I need to know the proper fill material to use and the proper way to grade the soil to prevent a future problem. The wall is 36 feet long and the house is a one-story brick ranch. I don’t see any cracks in the mortar joints of the bricks yet. I would appreciate your views on this situation.

A.    If you only see a hairline crack in a 48-year-old concrete block foundation, I wonder why you would want to go to the trouble and expense of excavating the affected wall and redoing the backfill. Keep in mind that there are some risks involved in removing the existing soil next to the foundation; it will take an operator who is very experienced with the use of a backhoe, as well as some hand shoveling. At this point, I would suggest that you simply make sure that the grade slopes away from the wall in question at the rate of about 2 inches per horizontal foot and plant a healthy stand of grass on it to control the travel of water.

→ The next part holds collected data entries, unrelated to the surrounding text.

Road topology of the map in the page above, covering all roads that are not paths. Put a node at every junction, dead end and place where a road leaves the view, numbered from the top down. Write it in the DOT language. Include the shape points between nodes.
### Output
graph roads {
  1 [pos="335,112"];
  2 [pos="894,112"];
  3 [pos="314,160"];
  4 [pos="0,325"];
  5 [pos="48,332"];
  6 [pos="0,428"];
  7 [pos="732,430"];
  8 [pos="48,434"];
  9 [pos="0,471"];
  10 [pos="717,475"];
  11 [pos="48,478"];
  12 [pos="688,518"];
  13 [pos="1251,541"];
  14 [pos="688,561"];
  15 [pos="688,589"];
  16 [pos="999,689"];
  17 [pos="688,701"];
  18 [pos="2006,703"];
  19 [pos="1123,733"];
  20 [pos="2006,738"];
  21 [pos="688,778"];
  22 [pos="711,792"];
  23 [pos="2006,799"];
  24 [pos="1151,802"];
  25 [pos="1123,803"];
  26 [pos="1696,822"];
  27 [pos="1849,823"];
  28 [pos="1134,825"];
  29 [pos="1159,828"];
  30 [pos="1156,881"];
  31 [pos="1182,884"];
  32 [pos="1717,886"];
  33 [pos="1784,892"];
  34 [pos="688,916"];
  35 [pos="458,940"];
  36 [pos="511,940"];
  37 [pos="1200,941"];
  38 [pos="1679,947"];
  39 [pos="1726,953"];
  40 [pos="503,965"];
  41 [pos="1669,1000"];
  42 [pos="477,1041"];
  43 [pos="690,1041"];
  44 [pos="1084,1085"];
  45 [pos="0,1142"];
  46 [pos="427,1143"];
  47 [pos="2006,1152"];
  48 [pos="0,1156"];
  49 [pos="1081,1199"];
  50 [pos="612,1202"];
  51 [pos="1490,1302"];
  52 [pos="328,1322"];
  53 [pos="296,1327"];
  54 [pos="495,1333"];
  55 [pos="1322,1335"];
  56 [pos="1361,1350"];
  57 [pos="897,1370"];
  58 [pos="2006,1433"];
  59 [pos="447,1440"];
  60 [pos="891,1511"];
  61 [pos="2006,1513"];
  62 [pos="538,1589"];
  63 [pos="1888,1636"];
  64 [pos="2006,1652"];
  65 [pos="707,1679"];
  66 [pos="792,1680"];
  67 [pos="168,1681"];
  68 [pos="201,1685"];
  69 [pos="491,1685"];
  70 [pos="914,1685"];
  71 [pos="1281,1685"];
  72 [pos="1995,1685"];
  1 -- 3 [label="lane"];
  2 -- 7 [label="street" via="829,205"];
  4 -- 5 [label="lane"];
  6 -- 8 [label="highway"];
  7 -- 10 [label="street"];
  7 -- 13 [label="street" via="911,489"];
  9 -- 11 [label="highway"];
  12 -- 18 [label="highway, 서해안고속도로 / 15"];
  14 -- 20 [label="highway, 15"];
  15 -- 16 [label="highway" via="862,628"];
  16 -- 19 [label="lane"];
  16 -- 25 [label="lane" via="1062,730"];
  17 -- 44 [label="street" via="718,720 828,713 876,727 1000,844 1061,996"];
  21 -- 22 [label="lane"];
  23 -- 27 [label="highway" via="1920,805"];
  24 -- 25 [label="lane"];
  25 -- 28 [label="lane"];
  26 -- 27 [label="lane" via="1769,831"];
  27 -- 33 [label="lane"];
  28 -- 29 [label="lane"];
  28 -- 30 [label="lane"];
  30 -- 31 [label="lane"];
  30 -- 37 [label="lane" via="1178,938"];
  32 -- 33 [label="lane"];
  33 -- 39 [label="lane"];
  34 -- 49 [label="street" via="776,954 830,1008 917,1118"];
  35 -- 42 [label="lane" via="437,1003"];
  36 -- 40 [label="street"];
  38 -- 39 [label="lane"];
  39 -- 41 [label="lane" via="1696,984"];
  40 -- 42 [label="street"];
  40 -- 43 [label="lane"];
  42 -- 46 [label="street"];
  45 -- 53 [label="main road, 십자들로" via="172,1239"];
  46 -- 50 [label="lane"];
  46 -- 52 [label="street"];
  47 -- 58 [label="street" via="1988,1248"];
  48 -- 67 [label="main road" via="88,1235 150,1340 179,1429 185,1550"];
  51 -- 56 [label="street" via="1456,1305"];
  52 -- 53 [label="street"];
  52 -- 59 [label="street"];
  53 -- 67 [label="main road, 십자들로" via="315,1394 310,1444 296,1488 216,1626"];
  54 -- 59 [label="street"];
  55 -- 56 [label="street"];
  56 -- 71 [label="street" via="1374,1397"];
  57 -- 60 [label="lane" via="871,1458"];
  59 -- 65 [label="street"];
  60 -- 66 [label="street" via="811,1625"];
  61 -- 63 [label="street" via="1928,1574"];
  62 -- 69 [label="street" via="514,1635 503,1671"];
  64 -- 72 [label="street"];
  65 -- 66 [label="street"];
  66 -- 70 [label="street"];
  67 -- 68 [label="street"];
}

However, if you want to replace the existing backfill, have the soil excavated to the base of the footings. On the side of the excavation away from the house, pin a sheet of geotextile fabric wide enough to start at the bottom of the trench and eventually cover the stone bed you will install. Spread a couple of inches of egg-sized crushed stones at the bottom of the excavation.

Lay a 4-inch perforated drainpipe on top of the stone bed and, at the lowest point in the grade around your house, connect it to a solid drainpipe leading to daylight, since your land slopes. Add a minimum of 1 foot of the same crushed stone (more if you can) over the perforated drain pipe. Fold the fabric to cover the stones. Continue the backfilling with coarse sand or bank-run gravel to within one foot of the top of the excavation and complete the backfilling with native soil sloping about 2 inches per foot. Plant grass on it; avoid shrubs or trees.